Imagina que se dá o momento em que metes a chave na fechadura, ela dá duas voltas lá dentro - e, com isso, te apercebes de que não está ninguém em casa -, entreabres só um bocadinho - porque sabes que as gatas têm aquela mania de ir passear para o patamar das escadas (serão só as minhas que manifestam este fremente desejo de fugir do lar?) e depois é um sarilho grande para convencê-las a voltar - e sai-te a jacto, ligeira e silenciosa - na verdade, com um "prrr" - a Molly, logo escadas acima. Nem pousas a mala, nem despes o casaco, corres atrás dela, mas oh, engano!, ela sobe mais uns quantos degraus, por isso mais vale ficares cá em baixo a praticar psicologia felina, "Anda cá, vamos para casa, Molly!", mas o bicho nada, nem desce nem sobe mais (vá lá...), olha-te apenas por cima do ombro com aquela desconfiança e soberba, do alto dos seus olhos azuis de gelo, como quem diz "Vai tu, daqui não saio, I've got stuff to do upstairs", ainda tentas a solução radical, que é fechares a porta de casa, como se faz às crianças teimosas, "Olha, ficas aí, que eu vou para casa. Adeus", mas depois lembras-te do dia em que ela ficou mesmo e, passadas duas horas (cálculos muito por alto), o vizinho de cima veio perguntar-te se o gatinho que tinha lá à porta a miar, e ao qual já havia dado leite e pão aos pedaços (e a lontra devorou como iguaria sem igual) não seria teu, e, aflita com a repetição do episódio (se bem que ela talvez não, vai-se a ver e curtiu da refeição alternativa), voltas a abrir a porta e sai a Mia, não a jacto, mas igualmente ligeira, e efectivamente silenciosa, sem "prrr".
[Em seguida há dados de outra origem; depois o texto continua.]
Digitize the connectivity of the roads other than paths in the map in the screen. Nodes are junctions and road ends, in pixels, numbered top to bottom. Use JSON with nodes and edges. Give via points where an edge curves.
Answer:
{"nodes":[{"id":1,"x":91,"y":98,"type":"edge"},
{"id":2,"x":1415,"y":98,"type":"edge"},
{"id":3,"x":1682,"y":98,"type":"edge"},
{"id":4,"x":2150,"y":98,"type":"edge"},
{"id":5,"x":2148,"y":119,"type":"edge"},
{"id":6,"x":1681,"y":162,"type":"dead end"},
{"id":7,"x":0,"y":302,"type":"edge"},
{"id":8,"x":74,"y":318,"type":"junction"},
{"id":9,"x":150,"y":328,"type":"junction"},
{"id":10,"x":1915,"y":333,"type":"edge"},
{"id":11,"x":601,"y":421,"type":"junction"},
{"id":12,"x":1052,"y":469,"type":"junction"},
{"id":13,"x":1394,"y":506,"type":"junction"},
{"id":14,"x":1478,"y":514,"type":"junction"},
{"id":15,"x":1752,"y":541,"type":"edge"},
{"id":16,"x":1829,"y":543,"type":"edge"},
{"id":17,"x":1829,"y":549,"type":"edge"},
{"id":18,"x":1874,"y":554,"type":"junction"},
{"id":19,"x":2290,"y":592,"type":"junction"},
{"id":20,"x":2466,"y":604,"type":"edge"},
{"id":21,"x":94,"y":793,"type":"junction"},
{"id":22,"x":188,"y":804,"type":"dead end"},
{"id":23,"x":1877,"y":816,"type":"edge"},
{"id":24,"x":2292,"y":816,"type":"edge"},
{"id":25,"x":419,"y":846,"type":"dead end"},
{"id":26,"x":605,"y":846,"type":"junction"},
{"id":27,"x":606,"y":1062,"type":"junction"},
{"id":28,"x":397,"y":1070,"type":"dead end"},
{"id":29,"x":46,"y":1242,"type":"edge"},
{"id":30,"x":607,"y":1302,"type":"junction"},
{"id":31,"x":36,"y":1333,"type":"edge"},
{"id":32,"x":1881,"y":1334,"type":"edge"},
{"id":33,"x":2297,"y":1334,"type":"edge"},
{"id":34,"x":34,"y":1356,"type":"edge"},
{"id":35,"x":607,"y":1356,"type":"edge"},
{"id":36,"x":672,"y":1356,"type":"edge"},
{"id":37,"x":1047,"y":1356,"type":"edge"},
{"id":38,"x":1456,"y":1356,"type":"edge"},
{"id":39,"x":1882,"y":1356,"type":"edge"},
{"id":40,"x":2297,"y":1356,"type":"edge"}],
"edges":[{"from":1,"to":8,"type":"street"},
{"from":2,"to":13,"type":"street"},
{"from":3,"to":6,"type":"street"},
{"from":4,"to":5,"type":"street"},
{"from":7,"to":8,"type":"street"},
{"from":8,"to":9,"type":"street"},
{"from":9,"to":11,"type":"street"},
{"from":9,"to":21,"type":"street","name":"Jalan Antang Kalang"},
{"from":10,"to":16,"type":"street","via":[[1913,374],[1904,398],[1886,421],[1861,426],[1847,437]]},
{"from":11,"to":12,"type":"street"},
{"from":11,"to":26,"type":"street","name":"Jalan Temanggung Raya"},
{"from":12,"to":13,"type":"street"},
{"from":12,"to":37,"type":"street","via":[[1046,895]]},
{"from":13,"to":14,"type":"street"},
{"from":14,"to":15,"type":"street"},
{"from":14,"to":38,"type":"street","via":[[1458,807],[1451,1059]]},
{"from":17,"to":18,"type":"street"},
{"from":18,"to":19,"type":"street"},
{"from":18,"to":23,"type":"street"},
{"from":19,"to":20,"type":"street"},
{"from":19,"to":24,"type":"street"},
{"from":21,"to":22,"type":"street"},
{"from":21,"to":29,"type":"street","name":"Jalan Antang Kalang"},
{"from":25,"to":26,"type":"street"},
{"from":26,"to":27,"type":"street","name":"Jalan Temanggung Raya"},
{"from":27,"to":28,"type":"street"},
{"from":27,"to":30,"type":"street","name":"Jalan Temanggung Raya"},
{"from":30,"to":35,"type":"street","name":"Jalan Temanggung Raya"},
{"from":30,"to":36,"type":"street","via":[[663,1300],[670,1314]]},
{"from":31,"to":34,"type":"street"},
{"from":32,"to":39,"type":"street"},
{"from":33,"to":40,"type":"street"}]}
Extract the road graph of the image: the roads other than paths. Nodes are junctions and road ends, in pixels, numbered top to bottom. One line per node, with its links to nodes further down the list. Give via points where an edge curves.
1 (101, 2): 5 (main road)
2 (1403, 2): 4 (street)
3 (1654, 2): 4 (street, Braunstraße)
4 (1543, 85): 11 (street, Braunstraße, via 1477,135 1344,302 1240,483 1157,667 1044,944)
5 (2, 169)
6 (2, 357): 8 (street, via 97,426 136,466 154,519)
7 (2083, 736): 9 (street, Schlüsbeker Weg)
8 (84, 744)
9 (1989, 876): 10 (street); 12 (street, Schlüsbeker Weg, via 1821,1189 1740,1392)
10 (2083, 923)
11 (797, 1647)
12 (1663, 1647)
E ficas sozinha no patamar, tu e as tuas gatas que, por acaso, se detestam. Não se odeiam, mas não se dão, o que equivale quase ao mesmo.
A Mia dirige-se para a escada que sobe, encara com a Molly, e os dois rabos fazem-se num comovente e lustroso pompom. Uma das duas, ou as duas, assanha-se para a outra, e tu pensas que é capaz de ser melhor saíres da jaula, e os leões que se entendam, pois, se for para ficares sem cara, mais vale ires para o lar e esqueceres o dia em que quiseste adoptar gatos. Já não te bastavam quatro filhos nascidos no espaço de seis anos, para ainda te ires meter noutros trabalhos quase semelhantes.
Mas depois, gostas delas. Uma é parva, a outra está doente, porém gostas das duas na mesma medida. E então, raciocinas. Com a Mia, tudo é mais fácil, quanto mais não seja porque pesa metade do que pesa a outra fat, que é agressivíssima e só a ideia de lhe pegares já te arrefece o sangue-frio. Pegas nela por baixo, com cuidado para não lhe magoar a barriga, e carrega-la para dentro de casa, sob protesto (a assanhar-se, aqueles "rugidos" dos gatos), feita manifestante activista e rebelde sem causa. A repetição da fuga para fora de portas é bastante rara, por isso podes descansar de uma.
Dona parva continua estática, sem vontade ou iniciativa de sair do degrau onde se instalou a mirar a paisagem. Não é por acaso que os suricatas se chamam assim. Ponderas o truque do papel amachucado em forma de bola, o truque do boneco dela (um pinguim vestido de Pai Natal, don't ask) atirado para dentro de casa, mas sabes que, cada vez menos, se deixa enganar, e isso pode ser uma perda de tempo que a fará subir mais degraus. Então, lembras-te do truque dos gatinhos a miar, sabes que é um golpe baixo, mas que resulta em pleno: "Gatinhos a miar" no Google, Ai-fostes com o som no máximo, e esperar.
Lá veio ela, percorrendo todos os cantos à casa até eu desligar aquilo, sei lá se para brincar, ou então para se assanhar também para os gatinhos que procurava e não estavam em lado nenhum.